Subsequently, came the Intendant de
Meules, who, toward 1684, endowed the eastern portion of the quarter with
an edifice (the Intendant's Palace) remarkable for its dimensions, its
magnificence and its ornate gardens.
Where Talon (a former Intendant) had left a brewery in a state of ruin and
about seventeen acres of land unoccupied, Louis XIV., by the advice of his
Intendant de Meules, lavished vast sums of money in the erection of a
sumptuous palace, in which French justice was administered, and in which,
at a later period, under Bigot, it was purchasable. Our illustrious
ancestors, for that matter, were not the kind of men to weep over such
trifles, imbued as they were from infancy with the feudal system and all
its irksome duties, without forgetting the forced labour (corvees)

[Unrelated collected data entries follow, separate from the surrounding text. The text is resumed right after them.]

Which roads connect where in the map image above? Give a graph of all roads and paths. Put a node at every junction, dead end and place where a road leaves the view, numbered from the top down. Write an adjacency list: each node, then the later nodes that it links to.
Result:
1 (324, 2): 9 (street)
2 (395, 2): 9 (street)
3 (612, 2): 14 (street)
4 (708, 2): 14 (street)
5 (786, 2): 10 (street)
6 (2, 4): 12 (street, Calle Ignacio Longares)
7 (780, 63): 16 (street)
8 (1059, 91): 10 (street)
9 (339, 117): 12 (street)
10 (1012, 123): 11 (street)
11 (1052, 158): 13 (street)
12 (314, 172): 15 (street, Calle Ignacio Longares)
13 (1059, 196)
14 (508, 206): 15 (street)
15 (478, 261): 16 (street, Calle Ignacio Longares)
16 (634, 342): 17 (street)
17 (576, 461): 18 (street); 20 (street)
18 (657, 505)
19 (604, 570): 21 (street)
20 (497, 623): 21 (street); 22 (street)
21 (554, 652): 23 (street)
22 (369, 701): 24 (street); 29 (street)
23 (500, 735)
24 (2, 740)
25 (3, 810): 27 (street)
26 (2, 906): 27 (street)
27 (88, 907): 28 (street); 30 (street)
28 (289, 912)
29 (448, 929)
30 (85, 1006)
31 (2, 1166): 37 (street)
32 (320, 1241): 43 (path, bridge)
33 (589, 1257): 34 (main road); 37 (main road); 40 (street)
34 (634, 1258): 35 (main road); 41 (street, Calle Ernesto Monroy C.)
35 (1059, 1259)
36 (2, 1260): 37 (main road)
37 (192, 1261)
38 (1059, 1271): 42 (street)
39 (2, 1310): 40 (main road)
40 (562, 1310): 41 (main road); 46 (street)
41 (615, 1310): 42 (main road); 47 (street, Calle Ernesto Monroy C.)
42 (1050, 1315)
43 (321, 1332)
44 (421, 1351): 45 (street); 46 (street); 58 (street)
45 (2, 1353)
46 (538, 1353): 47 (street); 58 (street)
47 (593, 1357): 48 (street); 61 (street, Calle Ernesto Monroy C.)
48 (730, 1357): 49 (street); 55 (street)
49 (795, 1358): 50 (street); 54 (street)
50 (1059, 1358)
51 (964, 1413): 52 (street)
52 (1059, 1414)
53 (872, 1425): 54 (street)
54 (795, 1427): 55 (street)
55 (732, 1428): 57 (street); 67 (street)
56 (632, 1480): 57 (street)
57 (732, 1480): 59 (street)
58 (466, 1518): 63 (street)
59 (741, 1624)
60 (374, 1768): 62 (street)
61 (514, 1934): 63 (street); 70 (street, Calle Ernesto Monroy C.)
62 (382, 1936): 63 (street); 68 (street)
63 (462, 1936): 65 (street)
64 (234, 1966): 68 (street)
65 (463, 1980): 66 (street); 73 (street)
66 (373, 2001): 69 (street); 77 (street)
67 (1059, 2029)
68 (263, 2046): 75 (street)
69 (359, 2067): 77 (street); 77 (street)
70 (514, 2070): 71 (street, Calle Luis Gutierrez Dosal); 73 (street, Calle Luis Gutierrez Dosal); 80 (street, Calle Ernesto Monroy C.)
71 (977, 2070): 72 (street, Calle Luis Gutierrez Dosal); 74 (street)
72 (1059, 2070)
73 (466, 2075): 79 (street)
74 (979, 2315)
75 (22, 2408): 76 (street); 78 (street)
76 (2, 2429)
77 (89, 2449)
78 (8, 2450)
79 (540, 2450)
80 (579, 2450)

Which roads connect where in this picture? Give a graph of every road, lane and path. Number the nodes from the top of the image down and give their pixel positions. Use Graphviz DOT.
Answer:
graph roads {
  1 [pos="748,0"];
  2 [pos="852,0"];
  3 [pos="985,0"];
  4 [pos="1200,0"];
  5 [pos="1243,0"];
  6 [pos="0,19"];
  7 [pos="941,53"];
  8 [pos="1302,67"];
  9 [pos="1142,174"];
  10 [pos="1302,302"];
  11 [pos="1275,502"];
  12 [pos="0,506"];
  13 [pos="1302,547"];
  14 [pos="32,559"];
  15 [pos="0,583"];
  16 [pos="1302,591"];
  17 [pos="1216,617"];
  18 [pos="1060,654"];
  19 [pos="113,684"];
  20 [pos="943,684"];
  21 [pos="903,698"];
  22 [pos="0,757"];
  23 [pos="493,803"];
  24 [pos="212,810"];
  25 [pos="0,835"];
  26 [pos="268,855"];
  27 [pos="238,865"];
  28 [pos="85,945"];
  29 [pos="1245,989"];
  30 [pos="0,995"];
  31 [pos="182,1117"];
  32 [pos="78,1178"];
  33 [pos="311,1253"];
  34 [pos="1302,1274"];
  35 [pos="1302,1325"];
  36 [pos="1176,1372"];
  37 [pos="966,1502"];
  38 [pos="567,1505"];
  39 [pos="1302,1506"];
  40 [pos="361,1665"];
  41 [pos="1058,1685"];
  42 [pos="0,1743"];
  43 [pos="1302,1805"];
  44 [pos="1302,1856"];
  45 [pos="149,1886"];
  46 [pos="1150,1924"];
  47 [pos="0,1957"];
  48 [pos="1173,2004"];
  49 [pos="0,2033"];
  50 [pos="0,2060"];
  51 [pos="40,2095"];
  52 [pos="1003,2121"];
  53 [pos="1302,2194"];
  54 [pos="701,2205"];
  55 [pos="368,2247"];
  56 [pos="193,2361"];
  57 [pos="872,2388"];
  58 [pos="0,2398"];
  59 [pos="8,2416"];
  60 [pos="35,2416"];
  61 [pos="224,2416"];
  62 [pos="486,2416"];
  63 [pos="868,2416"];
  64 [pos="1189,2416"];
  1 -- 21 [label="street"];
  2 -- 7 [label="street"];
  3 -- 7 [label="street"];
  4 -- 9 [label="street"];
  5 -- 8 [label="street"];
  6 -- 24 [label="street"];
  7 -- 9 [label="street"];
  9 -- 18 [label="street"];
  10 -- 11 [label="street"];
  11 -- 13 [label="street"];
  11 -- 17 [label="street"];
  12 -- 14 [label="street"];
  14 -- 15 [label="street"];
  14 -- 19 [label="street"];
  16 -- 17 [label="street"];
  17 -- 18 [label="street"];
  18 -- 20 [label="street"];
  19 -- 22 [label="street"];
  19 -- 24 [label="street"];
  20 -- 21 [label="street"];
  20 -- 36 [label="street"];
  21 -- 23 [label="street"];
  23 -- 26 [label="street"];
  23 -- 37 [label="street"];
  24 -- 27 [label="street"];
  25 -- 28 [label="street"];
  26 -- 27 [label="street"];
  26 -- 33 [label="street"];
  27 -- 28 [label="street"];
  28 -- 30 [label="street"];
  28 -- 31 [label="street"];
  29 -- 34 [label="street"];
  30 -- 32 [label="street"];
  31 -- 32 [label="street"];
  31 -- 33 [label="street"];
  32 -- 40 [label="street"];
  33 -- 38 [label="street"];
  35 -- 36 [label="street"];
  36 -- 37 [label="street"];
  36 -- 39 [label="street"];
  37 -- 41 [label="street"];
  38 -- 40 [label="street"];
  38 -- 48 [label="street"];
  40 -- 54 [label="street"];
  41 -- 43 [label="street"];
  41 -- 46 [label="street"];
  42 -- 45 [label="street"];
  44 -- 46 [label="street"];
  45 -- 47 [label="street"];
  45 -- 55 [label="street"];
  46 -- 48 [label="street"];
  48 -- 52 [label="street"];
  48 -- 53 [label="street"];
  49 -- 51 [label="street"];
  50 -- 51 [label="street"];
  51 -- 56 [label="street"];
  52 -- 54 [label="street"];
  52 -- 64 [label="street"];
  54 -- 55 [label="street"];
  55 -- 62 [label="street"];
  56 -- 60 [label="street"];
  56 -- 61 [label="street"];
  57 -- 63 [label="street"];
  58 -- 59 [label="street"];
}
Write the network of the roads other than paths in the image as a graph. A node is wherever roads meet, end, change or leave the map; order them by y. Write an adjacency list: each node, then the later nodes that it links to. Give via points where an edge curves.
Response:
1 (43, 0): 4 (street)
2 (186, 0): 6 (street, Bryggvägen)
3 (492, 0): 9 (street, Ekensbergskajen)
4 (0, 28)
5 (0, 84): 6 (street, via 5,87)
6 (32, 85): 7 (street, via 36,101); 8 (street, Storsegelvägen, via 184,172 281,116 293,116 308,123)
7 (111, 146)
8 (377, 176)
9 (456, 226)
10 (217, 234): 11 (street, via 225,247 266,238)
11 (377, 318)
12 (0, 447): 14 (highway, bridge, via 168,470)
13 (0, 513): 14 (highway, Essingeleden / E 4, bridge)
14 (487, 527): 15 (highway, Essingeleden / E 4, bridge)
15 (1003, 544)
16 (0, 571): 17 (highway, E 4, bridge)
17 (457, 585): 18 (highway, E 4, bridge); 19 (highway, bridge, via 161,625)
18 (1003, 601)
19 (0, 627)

and those admirable "Royal secret warrants," (lettres de cachet). What
did the institutions of a free people, or the text of Magna Charta signify
to them?
On this spot stood the notorious warehouse, where Bigot, Cadet and their
confederates retailed, at enormous profits, the provisions and supplies
which King Louis XV. doled out in 1758 to the starving inhabitants of
Quebec. The people christened the house "La Friponne," (The Cheat!!)
Near the sight of Talon's old brewery which had been converted into a
prison by Frontenac, and which held fast, until his trial in 1674, the
Abbe de Fenelon [119] now stands the Anchor Brewery (Boswell's).
We clip the following from an able review in the Toronto Mail, Dec.,
1880, of M. Marmette's most dramatic novel, "l'Intendant Bigot":
"In the year 1775 a grievous famine raged, sweeping off large numbers
of the poor, while the unscrupulous Bigot and his satellites were
revelling in shameless profligacy.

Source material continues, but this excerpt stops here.